▶ [REQUIRED WORK]
Take every line from the material that has the word "edges" in it.
Top of SOURCE RECORDS
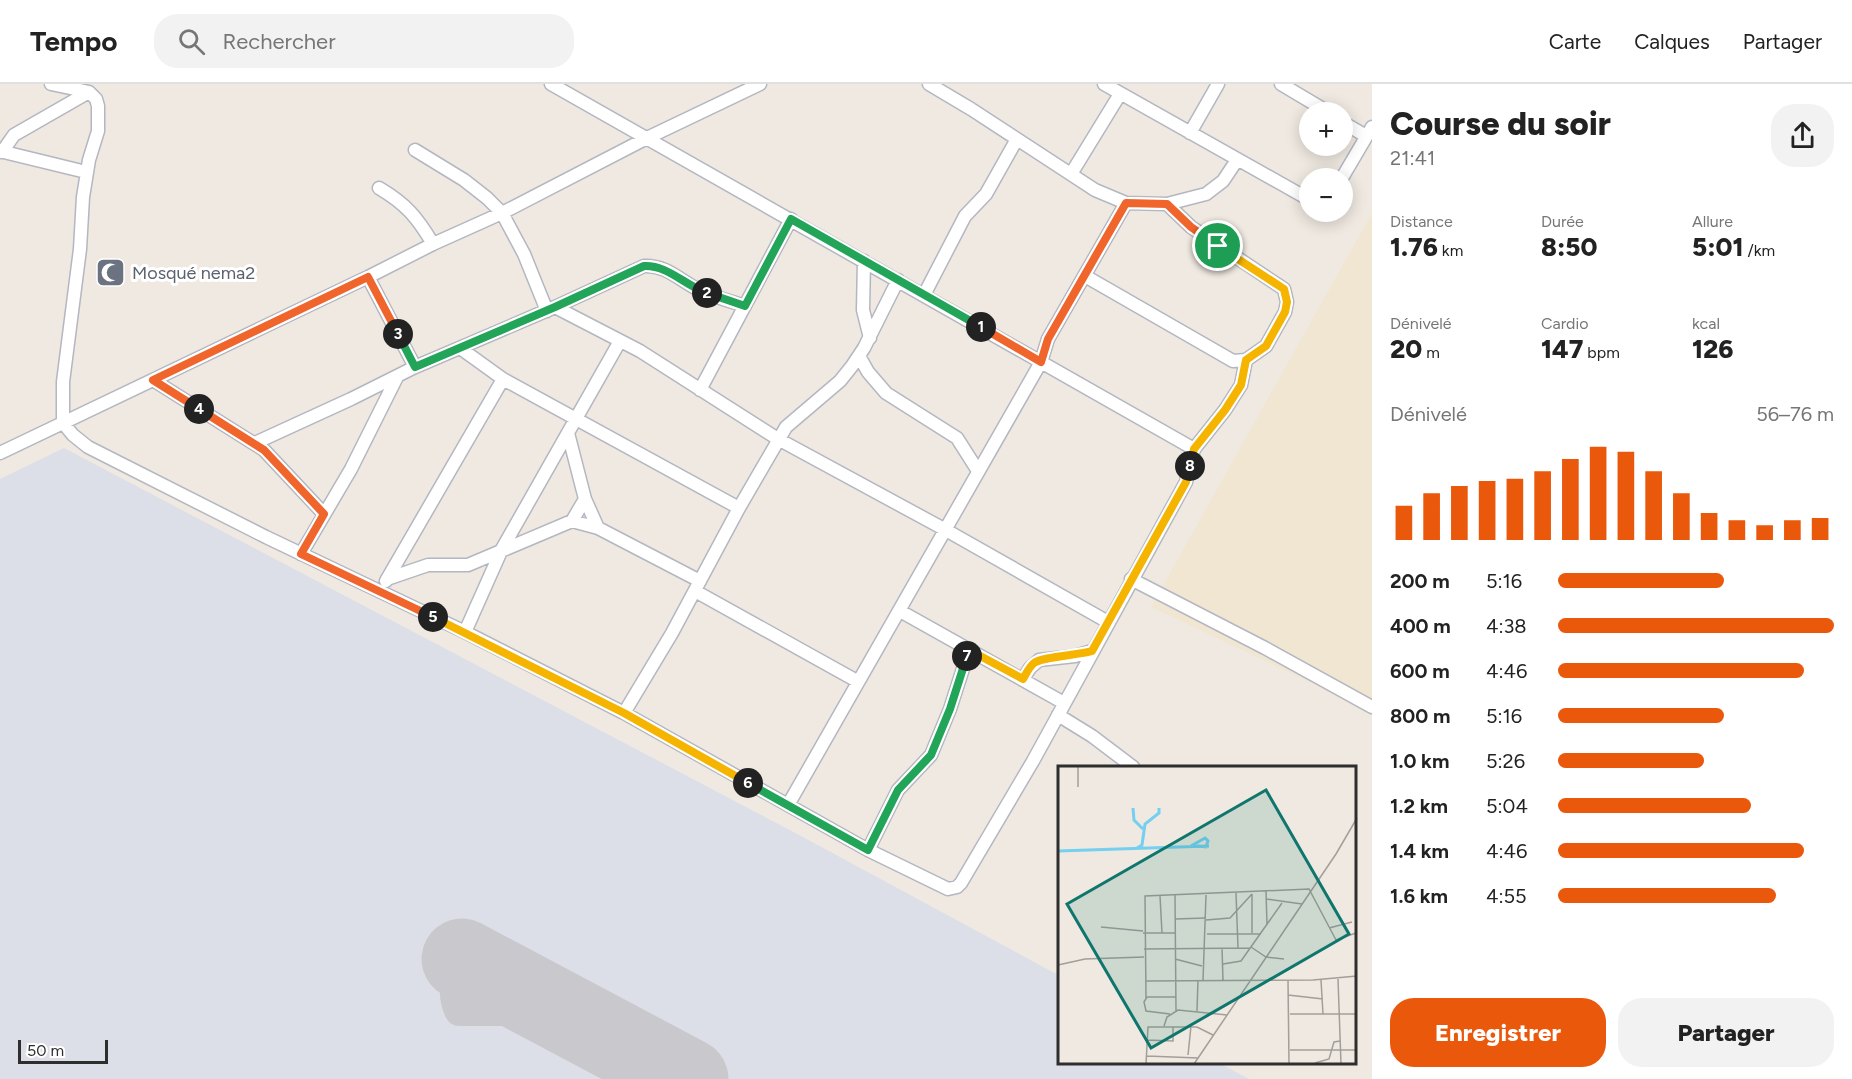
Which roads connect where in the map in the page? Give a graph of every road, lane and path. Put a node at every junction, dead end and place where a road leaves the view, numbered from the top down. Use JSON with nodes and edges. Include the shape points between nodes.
{"nodes":[{"id":1,"x":51,"y":84,"type":"edge"},
{"id":2,"x":552,"y":84,"type":"edge"},
{"id":3,"x":760,"y":84,"type":"edge"},
{"id":4,"x":929,"y":84,"type":"edge"},
{"id":5,"x":1104,"y":84,"type":"edge"},
{"id":6,"x":1218,"y":84,"type":"edge"},
{"id":7,"x":1281,"y":84,"type":"edge"},
{"id":8,"x":89,"y":92,"type":"junction"},
{"id":9,"x":1120,"y":94,"type":"junction"},
{"id":10,"x":1311,"y":102,"type":"edge"},
{"id":11,"x":1353,"y":126,"type":"edge"},
{"id":12,"x":1369,"y":131,"type":"edge"},
{"id":13,"x":1190,"y":133,"type":"junction"},
{"id":14,"x":647,"y":138,"type":"junction"},
{"id":15,"x":1017,"y":139,"type":"junction"},
{"id":16,"x":415,"y":150,"type":"dead end"},
{"id":17,"x":1,"y":151,"type":"edge"},
{"id":18,"x":1237,"y":160,"type":"junction"},
{"id":19,"x":1347,"y":168,"type":"edge"},
{"id":20,"x":86,"y":172,"type":"junction"},
{"id":21,"x":1071,"y":174,"type":"junction"},
{"id":22,"x":379,"y":188,"type":"dead end"},
{"id":23,"x":1299,"y":194,"type":"edge"},
{"id":24,"x":1126,"y":203,"type":"junction"},
{"id":25,"x":1167,"y":204,"type":"junction"},
{"id":26,"x":502,"y":213,"type":"junction"},
{"id":27,"x":791,"y":219,"type":"junction"},
{"id":28,"x":433,"y":244,"type":"junction"},
{"id":29,"x":864,"y":261,"type":"junction"},
{"id":30,"x":1085,"y":276,"type":"junction"},
{"id":31,"x":368,"y":277,"type":"junction"},
{"id":32,"x":898,"y":280,"type":"junction"},
{"id":33,"x":924,"y":295,"type":"junction"},
{"id":34,"x":745,"y":306,"type":"junction"},
{"id":35,"x":551,"y":309,"type":"junction"},
{"id":36,"x":870,"y":338,"type":"junction"},
{"id":37,"x":620,"y":341,"type":"junction"},
{"id":38,"x":460,"y":348,"type":"junction"},
{"id":39,"x":859,"y":357,"type":"junction"},
{"id":40,"x":1246,"y":360,"type":"junction"},
{"id":41,"x":1041,"y":362,"type":"junction"},
{"id":42,"x":415,"y":367,"type":"junction"},
{"id":43,"x":397,"y":377,"type":"junction"},
{"id":44,"x":503,"y":379,"type":"junction"},
{"id":45,"x":153,"y":380,"type":"junction"},
{"id":46,"x":700,"y":390,"type":"junction"},
{"id":47,"x":576,"y":419,"type":"junction"},
{"id":48,"x":63,"y":423,"type":"junction"},
{"id":49,"x":568,"y":433,"type":"junction"},
{"id":50,"x":778,"y":439,"type":"junction"},
{"id":51,"x":255,"y":443,"type":"junction"},
{"id":52,"x":1194,"y":449,"type":"junction"},
{"id":53,"x":0,"y":453,"type":"edge"},
{"id":54,"x":575,"y":458,"type":"junction"},
{"id":55,"x":978,"y":471,"type":"junction"},
{"id":56,"x":546,"y":473,"type":"junction"},
{"id":57,"x":585,"y":498,"type":"junction"},
{"id":58,"x":739,"y":508,"type":"junction"},
{"id":59,"x":324,"y":514,"type":"junction"},
{"id":60,"x":572,"y":521,"type":"junction"},
{"id":61,"x":598,"y":528,"type":"junction"},
{"id":62,"x":944,"y":529,"type":"junction"},
{"id":63,"x":502,"y":549,"type":"junction"},
{"id":64,"x":301,"y":554,"type":"junction"},
{"id":65,"x":387,"y":579,"type":"junction"},
{"id":66,"x":1131,"y":579,"type":"junction"},
{"id":67,"x":697,"y":586,"type":"junction"},
{"id":68,"x":380,"y":593,"type":"junction"},
{"id":69,"x":900,"y":610,"type":"junction"},
{"id":70,"x":1108,"y":622,"type":"junction"},
{"id":71,"x":465,"y":632,"type":"junction"},
{"id":72,"x":969,"y":650,"type":"junction"},
{"id":73,"x":1092,"y":651,"type":"junction"},
{"id":74,"x":1023,"y":679,"type":"junction"},
{"id":75,"x":857,"y":681,"type":"junction"},
{"id":76,"x":1372,"y":707,"type":"edge"},
{"id":77,"x":1061,"y":709,"type":"junction"},
{"id":78,"x":624,"y":713,"type":"junction"},
{"id":79,"x":1132,"y":766,"type":"edge"},
{"id":80,"x":788,"y":805,"type":"junction"},
{"id":81,"x":868,"y":850,"type":"junction"}],
"edges":[{"from":1,"to":8,"type":"street"},
{"from":2,"to":14,"type":"street"},
{"from":3,"to":14,"type":"street"},
{"from":4,"to":15,"type":"street"},
{"from":5,"to":9,"type":"street"},
{"from":6,"to":13,"type":"street"},
{"from":7,"to":10,"type":"street"},
{"from":8,"to":17,"type":"street","via":[[14,135]]},
{"from":8,"to":20,"type":"street","via":[[96,99],[98,123]]},
{"from":9,"to":13,"type":"street"},
{"from":9,"to":21,"type":"street"},
{"from":11,"to":12,"type":"street"},
{"from":12,"to":19,"type":"street"},
{"from":13,"to":18,"type":"street"},
{"from":14,"to":26,"type":"street"},
{"from":14,"to":27,"type":"street"},
{"from":15,"to":21,"type":"street"},
{"from":15,"to":33,"type":"street","via":[[986,194],[965,216]]},
{"from":16,"to":26,"type":"street","via":[[464,180]]},
{"from":17,"to":20,"type":"street"},
{"from":18,"to":23,"type":"street"},
{"from":18,"to":25,"type":"street","via":[[1216,188],[1192,199]]},
{"from":20,"to":48,"type":"street","via":[[63,382]]},
{"from":21,"to":24,"type":"street"},
{"from":22,"to":28,"type":"street","via":[[408,208]]},
{"from":24,"to":25,"type":"street"},
{"from":24,"to":30,"type":"street"},
{"from":25,"to":40,"type":"street","via":[[1191,227],[1284,289],[1285,312],[1266,346]]},
{"from":26,"to":28,"type":"street"},
{"from":26,"to":35,"type":"street"},
{"from":27,"to":29,"type":"street"},
{"from":27,"to":34,"type":"street"},
{"from":28,"to":31,"type":"street"},
{"from":29,"to":32,"type":"street"},
{"from":29,"to":36,"type":"street","via":[[863,310]]},
{"from":30,"to":40,"type":"street","via":[[1233,361]]},
{"from":30,"to":41,"type":"street","via":[[1048,339]]},
{"from":31,"to":42,"type":"street"},
{"from":31,"to":45,"type":"street"},
{"from":32,"to":33,"type":"street"},
{"from":32,"to":36,"type":"street"},
{"from":33,"to":41,"type":"street"},
{"from":34,"to":35,"type":"street","via":[[682,282],[667,270],[644,266]]},
{"from":34,"to":46,"type":"street"},
{"from":35,"to":37,"type":"street"},
{"from":35,"to":38,"type":"street"},
{"from":36,"to":39,"type":"street"},
{"from":37,"to":46,"type":"street"},
{"from":37,"to":47,"type":"street"},
{"from":38,"to":42,"type":"street"},
{"from":38,"to":44,"type":"street"},
{"from":39,"to":50,"type":"street","via":[[840,381],[795,418]]},
{"from":39,"to":55,"type":"street","via":[[886,393],[957,438]]},
{"from":40,"to":52,"type":"street","via":[[1241,385]]},
{"from":41,"to":52,"type":"street"},
{"from":41,"to":55,"type":"street"},
{"from":42,"to":43,"type":"street"},
{"from":43,"to":51,"type":"street"},
{"from":43,"to":59,"type":"street"},
{"from":44,"to":47,"type":"street"},
{"from":44,"to":65,"type":"street"},
{"from":45,"to":48,"type":"street"},
{"from":45,"to":51,"type":"street"},
{"from":46,"to":50,"type":"street"},
{"from":47,"to":49,"type":"street"},
{"from":47,"to":58,"type":"street"},
{"from":48,"to":53,"type":"street"},
{"from":48,"to":64,"type":"street","via":[[88,447]]},
{"from":49,"to":54,"type":"street"},
{"from":49,"to":56,"type":"street"},
{"from":50,"to":58,"type":"street"},
{"from":50,"to":62,"type":"street"},
{"from":51,"to":59,"type":"street"},
{"from":52,"to":66,"type":"street","via":[[1186,482]]},
{"from":54,"to":56,"type":"street"},
{"from":54,"to":57,"type":"street"},
{"from":55,"to":62,"type":"street"},
{"from":56,"to":63,"type":"street"},
{"from":57,"to":60,"type":"street"},
{"from":57,"to":61,"type":"street"},
{"from":58,"to":67,"type":"street"},
{"from":59,"to":64,"type":"street"},
{"from":60,"to":61,"type":"street"},
{"from":60,"to":63,"type":"street"},
{"from":61,"to":67,"type":"street"},
{"from":62,"to":69,"type":"street"},
{"from":62,"to":70,"type":"street"},
{"from":63,"to":65,"type":"street","via":[[468,565],[428,565]]},
{"from":63,"to":71,"type":"street"},
{"from":64,"to":68,"type":"street"},
{"from":65,"to":68,"type":"street"},
{"from":66,"to":70,"type":"street"},
{"from":66,"to":76,"type":"street"},
{"from":67,"to":75,"type":"street"},
{"from":67,"to":78,"type":"street"},
{"from":68,"to":71,"type":"street"},
{"from":69,"to":72,"type":"street"},
{"from":69,"to":75,"type":"street"},
{"from":70,"to":73,"type":"street"},
{"from":71,"to":78,"type":"street"},
{"from":72,"to":74,"type":"street"},
{"from":72,"to":81,"type":"street","via":[[931,755],[898,790]]},
{"from":73,"to":74,"type":"street","via":[[1039,660]]},
{"from":73,"to":77,"type":"street"},
{"from":74,"to":77,"type":"street"},
{"from":75,"to":80,"type":"street"},
{"from":77,"to":79,"type":"street"},
{"from":77,"to":81,"type":"street","via":[[957,888],[942,887]]},
{"from":78,"to":80,"type":"street"},
{"from":80,"to":81,"type":"street"}]}
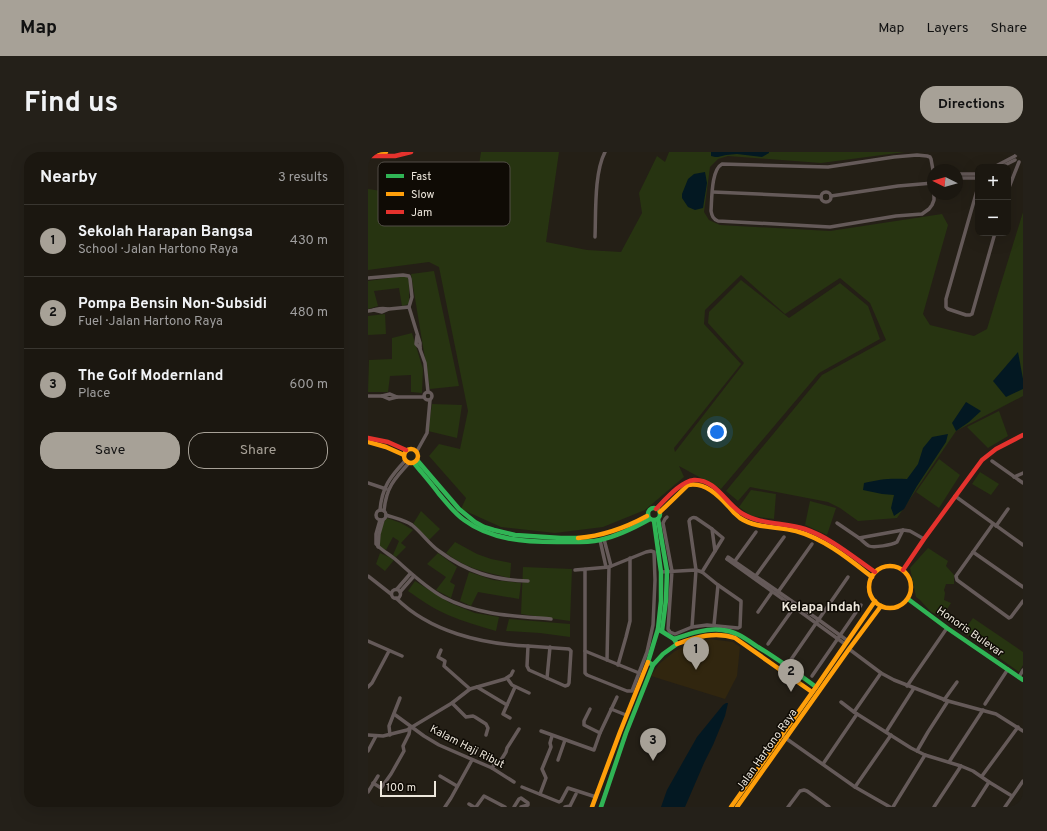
Bottom of SOURCE RECORDS
▶ [EXERCISE RESPONSE]
Which roads connect where in the map in the page? Give a graph of every road, lane and path. Put a node at every junction, dead end and place where a road leaves the view, numbered from the top down. Use JSON with nodes and edges. Include the shape points between nodes.
"edges":[{"from":1,"to":8,"type":"street"},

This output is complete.